Par la porte ouverte
Ce que je vois par cette porte ouverte est une table jaune, ornée de motifs floraux (bouquets bleus, bouquets verts, bouquets ocres). C'est une nappe de plastique en plein air, avec les mésanges qui zinzinnabulent, et leur petite boule de graisse malgré l'été, enveloppée d'une petite résille verte. En bout de table, sur l'arrondi, la nappe se retrousse, précédée d'un cendrier de verre, avec son échancrure à cigarette. Au-dessus de ce rebord de toile, en perspective, l'arrondi d'un dossier de plastique blanc : car toute matière est éphémère, spécialement des meubles de jardin. En s'éloignant encore, la tache ronde d'un guéridon violet, dont trois hauts de pattes apparaissent, et tout au bout, encore plus au fond et contre le tuyau vertical de la gouttière, un bidon blanc d'eau de moteur, à bouchon bleu.
Pour compléter cet inventaire de couleurs, en revenant vers la droite au fond, la poubelle verte, dite "à papiers", dresse son chanfrein vert, son couvercle lippu, ses deux étiquettes rondes et blanches. Comme nous sommes désordonnés, il existe encore un dossier, rayé comme une empeigne blanche, et sur le fessier de cett autre siège reposent donc, je le sais, une boîte à bigoudis pour ondulations et son couvercle brun, transparent, posé à l'envers pour protéger cette mécanique rouillée de la pluie. Au-dessus de la poubelle s'ouvre une fenêtre derrière laquelle somnole mon épouse, que je ne sais jamais comment appeler, littérairement parlant : "Anne" est bien brutal avec son initiale, "ma femme" et "mon épouse" sonnent bien bourgeois.

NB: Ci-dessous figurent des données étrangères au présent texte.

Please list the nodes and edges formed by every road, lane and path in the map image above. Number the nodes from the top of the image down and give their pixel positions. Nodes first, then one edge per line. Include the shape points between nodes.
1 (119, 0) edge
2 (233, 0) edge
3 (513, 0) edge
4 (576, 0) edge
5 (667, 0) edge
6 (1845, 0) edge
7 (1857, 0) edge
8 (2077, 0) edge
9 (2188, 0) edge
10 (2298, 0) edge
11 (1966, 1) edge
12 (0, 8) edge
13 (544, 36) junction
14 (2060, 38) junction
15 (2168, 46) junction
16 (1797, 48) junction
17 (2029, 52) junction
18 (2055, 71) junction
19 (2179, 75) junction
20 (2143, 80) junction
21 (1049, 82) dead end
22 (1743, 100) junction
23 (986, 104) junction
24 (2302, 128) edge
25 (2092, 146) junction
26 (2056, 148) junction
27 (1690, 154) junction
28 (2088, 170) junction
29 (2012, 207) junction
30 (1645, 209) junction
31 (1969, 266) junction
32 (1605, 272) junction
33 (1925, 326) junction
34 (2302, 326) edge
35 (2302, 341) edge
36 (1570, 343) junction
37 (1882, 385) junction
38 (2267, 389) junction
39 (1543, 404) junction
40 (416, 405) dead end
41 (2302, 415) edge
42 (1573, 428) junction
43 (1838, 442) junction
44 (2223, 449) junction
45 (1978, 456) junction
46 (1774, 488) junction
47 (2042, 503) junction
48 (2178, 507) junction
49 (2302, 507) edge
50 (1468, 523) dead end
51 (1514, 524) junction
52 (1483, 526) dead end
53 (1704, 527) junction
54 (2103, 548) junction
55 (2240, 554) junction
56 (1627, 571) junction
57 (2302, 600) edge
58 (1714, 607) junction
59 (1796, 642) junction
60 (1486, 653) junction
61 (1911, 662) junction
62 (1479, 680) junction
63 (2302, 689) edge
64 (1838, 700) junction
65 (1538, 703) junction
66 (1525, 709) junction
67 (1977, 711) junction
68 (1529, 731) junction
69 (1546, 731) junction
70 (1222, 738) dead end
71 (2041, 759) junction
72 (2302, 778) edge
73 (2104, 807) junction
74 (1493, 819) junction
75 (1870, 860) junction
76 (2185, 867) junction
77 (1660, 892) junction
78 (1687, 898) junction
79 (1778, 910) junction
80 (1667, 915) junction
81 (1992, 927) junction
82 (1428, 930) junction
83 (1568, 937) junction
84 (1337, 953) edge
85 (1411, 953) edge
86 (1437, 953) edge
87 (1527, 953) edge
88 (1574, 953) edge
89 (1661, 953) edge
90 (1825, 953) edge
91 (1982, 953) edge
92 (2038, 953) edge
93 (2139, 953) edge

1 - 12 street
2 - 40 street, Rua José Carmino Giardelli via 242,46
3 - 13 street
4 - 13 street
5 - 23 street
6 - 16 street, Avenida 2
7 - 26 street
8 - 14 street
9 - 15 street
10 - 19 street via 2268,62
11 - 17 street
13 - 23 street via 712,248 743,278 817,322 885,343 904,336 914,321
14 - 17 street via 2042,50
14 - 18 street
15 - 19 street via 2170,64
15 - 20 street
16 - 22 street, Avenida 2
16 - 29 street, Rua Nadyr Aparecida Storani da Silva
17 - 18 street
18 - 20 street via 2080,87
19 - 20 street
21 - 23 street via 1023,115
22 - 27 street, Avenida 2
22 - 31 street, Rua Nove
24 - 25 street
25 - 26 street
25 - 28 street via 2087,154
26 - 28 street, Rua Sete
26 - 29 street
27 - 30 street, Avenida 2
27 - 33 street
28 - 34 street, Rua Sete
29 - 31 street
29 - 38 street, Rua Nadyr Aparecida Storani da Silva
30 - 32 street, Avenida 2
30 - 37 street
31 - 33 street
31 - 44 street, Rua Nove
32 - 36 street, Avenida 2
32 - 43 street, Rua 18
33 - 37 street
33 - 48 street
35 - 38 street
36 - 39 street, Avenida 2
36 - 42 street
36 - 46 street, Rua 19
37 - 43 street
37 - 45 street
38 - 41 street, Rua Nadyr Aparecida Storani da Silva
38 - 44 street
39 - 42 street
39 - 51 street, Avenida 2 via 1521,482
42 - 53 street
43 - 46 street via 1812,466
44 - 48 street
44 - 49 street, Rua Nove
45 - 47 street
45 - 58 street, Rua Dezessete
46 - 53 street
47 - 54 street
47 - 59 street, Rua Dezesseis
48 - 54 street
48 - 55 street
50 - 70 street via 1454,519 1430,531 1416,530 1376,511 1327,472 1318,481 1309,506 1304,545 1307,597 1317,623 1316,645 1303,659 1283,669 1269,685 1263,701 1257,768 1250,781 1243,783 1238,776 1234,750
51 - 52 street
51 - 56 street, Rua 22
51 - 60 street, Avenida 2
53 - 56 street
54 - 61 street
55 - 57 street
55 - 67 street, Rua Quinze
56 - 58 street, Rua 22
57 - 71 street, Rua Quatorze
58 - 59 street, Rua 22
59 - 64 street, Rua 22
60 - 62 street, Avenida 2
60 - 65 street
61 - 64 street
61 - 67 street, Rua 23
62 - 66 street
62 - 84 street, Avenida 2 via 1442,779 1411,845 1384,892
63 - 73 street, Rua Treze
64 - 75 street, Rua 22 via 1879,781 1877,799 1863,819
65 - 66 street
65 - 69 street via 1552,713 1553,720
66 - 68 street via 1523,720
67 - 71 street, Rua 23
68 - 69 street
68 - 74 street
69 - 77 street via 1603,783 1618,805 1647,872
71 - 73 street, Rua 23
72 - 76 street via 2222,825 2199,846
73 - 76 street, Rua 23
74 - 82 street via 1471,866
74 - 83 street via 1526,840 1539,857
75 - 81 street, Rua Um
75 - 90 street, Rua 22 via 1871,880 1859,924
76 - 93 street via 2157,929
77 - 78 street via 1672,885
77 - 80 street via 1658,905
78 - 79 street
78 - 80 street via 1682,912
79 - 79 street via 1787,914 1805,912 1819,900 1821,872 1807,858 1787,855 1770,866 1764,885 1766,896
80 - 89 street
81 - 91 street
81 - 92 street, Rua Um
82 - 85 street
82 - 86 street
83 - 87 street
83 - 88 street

Mais on ne la voir pas.
Ce que l'on voit, ce sont les deux volets ouverts, toujours en leur couleur d'origine, un brun soutenu bien banal, avec des planches en Z à l'envers, des loquets de métal pour éviter leur fermeture ou leur ballottement. Le battant gauche est fermé, sur un rideau de fausse dentelle aux motifs plus ou moins floraux ou décoratifs. L'autre, ouvert, laisse voir l'envers d'une crémone d'où pendouille, au bout d'une ficelle et d'un montant de bois, je ne sais plus quel kakémono peint par celle qui repose... Cet ensemble fenestral surmonte un rebord mince et crasseux, les murs blancs eux-mêmes se recommandant par de flous tartinages de plâtre : blanc terne autour de la fenêtre, ocre délayé jusqu'au sol, au-dessus de ce guéridon de métal mauve et de la poubelle boudeuse.
En déplaçant les yeux, nous verrons aussi contre le sol cimenté une épaisse roue noire qui permet de transporter le réceptacle à papiers et cartons évoqué plus haut, des feuilles piétinées par le temps qui sont indécrottables à moins de les sarcler, un morceau de cageot de plastique violet plus foncé que la table, et voilà ce qui est dehors : poubelle verte, dossier blanc, cageot pourpre foncé, une ligne dans le ciment bien comblée de verdure parasite et rase, et à partir de là, une diagonale de ciment gris revient vers moi qui écris ce sous-sous-Colette. Cette plage peu engageante se limite à gauche par le liseré bleu de la nappe en plastique, à droite par la brusque et consolidante verticale en bois de mon chambranle, orné de quatre étiquettes à fruits que j'y ai collé comme un con, la deuxième à partir du haut à demi retroussée vers moi. L'autre montant de porte, coupant la nappe jaune et juste une fraction du guéridon mauve qui lui fait suite, s'aperçoit moins : ce n'est qu'une ombre dans le contre-jour, avec deux gonds pour ma petite fenêtre à moi, celle de mon bureau. L'ovale vertical de ma vision s'achève près de moi sur l'éternel bureau, l'imprimante en fausse bakélite noire (on ne sait plus de quoi les choses sont faites) : par-dessus, la rendant momentanément inutilisable, deux livres dont celui du haut représente un vieillard en Babygros mauve, au titre et au contenu intrigants : "Le vieux qui ne voulait pas fêter son anniversaire" de Jonas Jonasson, ainsi qu'une pincée oblongue et blanche de mes éternels Singes Verts.